* [WORK ORDER]
Each entry that follows should be retyped in full and exactly.

GIVEN RECORDS: Begin

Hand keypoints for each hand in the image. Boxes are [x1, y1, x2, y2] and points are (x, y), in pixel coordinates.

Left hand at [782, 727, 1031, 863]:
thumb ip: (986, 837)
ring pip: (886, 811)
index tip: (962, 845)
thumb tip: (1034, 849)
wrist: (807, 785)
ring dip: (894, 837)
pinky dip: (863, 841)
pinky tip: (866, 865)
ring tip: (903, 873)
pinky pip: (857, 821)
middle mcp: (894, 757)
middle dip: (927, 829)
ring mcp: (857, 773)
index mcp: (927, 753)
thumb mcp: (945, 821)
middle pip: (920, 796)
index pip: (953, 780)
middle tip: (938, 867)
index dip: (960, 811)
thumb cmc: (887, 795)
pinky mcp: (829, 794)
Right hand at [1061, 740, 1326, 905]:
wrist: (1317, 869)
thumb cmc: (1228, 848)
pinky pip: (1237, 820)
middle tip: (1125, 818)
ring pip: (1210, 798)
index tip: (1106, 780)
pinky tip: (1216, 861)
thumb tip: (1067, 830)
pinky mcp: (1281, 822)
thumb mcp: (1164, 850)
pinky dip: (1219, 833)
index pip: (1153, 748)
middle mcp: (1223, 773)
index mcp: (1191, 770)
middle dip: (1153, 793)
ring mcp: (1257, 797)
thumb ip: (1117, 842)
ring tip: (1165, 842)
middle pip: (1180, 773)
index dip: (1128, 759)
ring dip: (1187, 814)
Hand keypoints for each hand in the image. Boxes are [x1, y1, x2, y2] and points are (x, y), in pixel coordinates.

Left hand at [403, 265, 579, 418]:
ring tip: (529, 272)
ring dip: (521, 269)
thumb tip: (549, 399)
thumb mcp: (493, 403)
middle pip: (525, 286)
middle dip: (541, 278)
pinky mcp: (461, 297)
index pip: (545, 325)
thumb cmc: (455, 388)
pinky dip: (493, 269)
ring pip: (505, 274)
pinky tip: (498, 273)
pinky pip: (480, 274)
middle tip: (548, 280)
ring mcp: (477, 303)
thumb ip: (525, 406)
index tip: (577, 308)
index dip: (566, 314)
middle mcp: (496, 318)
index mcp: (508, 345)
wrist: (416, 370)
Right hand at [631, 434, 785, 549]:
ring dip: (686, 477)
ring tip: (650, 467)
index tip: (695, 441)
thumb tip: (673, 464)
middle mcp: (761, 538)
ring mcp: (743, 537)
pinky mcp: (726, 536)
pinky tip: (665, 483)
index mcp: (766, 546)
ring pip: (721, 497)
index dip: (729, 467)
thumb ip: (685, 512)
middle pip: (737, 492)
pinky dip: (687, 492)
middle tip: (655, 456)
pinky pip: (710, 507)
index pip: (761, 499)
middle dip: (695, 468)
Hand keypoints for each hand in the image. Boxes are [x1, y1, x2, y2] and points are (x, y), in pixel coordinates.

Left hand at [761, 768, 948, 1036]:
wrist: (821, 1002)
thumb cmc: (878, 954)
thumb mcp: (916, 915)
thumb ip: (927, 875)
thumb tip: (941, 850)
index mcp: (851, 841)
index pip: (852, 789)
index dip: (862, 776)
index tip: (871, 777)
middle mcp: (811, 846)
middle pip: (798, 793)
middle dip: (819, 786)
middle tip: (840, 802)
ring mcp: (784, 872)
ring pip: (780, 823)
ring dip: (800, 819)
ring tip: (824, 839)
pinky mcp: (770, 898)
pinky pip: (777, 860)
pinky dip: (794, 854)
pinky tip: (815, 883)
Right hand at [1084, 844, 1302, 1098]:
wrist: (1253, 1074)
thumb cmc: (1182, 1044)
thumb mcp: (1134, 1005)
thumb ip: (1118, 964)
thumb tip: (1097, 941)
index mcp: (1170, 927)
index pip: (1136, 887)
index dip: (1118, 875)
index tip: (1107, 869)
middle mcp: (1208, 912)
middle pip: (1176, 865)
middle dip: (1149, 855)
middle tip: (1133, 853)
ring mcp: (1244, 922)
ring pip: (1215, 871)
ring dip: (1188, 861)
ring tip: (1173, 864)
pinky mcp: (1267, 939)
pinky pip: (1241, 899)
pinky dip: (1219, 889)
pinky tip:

GIVEN RECORDS: End

* [ANSWER SECTION]
Hand keypoints for each hand in the image. Boxes are [x1, y1, x2, y2] and points are (x, y), in pixel coordinates.

Left hand at [782, 727, 1031, 863]:
thumb ip: (986, 837)
ring pip: (886, 811)
index tip: (962, 845)
thumb tip: (1034, 849)
wrist: (807, 785)
ring dip: (894, 837)
pinky dip: (863, 841)
pinky tip: (866, 865)
ring tip: (903, 873)
pinky pip: (857, 821)
middle mcp: (894, 757)
middle dip: (927, 829)
ring mcp: (857, 773)
index mcp: (927, 753)
thumb mcp: (945, 821)
middle pip: (920, 796)
index pip: (953, 780)
middle tip: (938, 867)
index dip: (960, 811)
thumb cmc: (887, 795)
pinky mcp: (829, 794)
Right hand at [1061, 740, 1326, 905]:
wrist: (1317, 869)
thumb cmc: (1228, 848)
pinky pip: (1237, 820)
middle tip: (1125, 818)
ring pip: (1210, 798)
index tip: (1106, 780)
pinky tip: (1216, 861)
thumb tip: (1067, 830)
pinky mcp: (1281, 822)
thumb mcp: (1164, 850)
pinky dip: (1219, 833)
index pip: (1153, 748)
middle mcp: (1223, 773)
index mcp: (1191, 770)
middle dip: (1153, 793)
ring mcp: (1257, 797)
thumb ip: (1117, 842)
ring tip: (1165, 842)
middle pip: (1180, 773)
index dip: (1128, 759)
ring dip: (1187, 814)
Hand keypoints for each hand in the image. Boxes are [x1, y1, x2, y2] and points are (x, y), in pixel coordinates.

Left hand at [403, 265, 579, 418]:
ring tip: (529, 272)
ring dip: (521, 269)
thumb tip: (549, 399)
thumb mcp: (493, 403)
middle pip: (525, 286)
middle dip: (541, 278)
pinky mcp: (461, 297)
index pip: (545, 325)
thumb cmc: (455, 388)
pinky dip: (493, 269)
ring pip: (505, 274)
pinky tip: (498, 273)
pinky pip: (480, 274)
middle tip: (548, 280)
ring mcp: (477, 303)
thumb ip: (525, 406)
index tip: (577, 308)
index dip: (566, 314)
middle mcp: (496, 318)
index mcp: (508, 345)
wrist: (416, 370)
Right hand at [631, 434, 785, 549]:
ring dip: (686, 477)
ring tip: (650, 467)
index tip: (695, 441)
thumb tip: (673, 464)
middle mcp: (761, 538)
ring mcp: (743, 537)
pinky mcp: (726, 536)
pinky tip: (665, 483)
index mcp: (766, 546)
ring pip: (721, 497)
index dip: (729, 467)
thumb ip: (685, 512)
middle pip: (737, 492)
pinky dip: (687, 492)
middle tip: (655, 456)
pinky pip: (710, 507)
index pip: (761, 499)
middle dip: (695, 468)
Hand keypoints for each hand in the image. Boxes are [x1, y1, x2, y2] and points are (x, y), in pixel coordinates.

Left hand at [761, 768, 948, 1036]:
wrist: (821, 1002)
thumb cmc: (878, 954)
thumb mcp: (916, 915)
thumb ip: (927, 875)
thumb tip: (941, 850)
index mcp: (851, 841)
index pip: (852, 789)
index dip: (862, 776)
index tip: (871, 777)
middle mcp: (811, 846)
middle pip: (798, 793)
middle dip: (819, 786)
middle tip: (840, 802)
ring mcp: (784, 872)
ring pip: (780, 823)
ring dip: (800, 819)
ring tip: (824, 839)
pinky mcp: (770, 898)
pinky pip: (777, 860)
pinky dip: (794, 854)
pinky tip: (815, 883)
Right hand at [1084, 844, 1302, 1098]:
wrist: (1253, 1074)
thumb cmc: (1182, 1044)
thumb mcp: (1134, 1005)
thumb ip: (1118, 964)
thumb tip: (1097, 941)
index mcp: (1170, 927)
index pip: (1136, 887)
index dip: (1118, 875)
index tip: (1107, 869)
middle mcp: (1208, 912)
middle pip: (1176, 865)
middle dip: (1149, 855)
middle tip: (1133, 853)
ring mcp: (1244, 922)
ring pip: (1215, 871)
ring dip: (1188, 861)
ring tip: (1173, 864)
pinky mcp: (1267, 939)
pinky pip: (1241, 899)
pinky dip: (1219, 889)
pinky tip:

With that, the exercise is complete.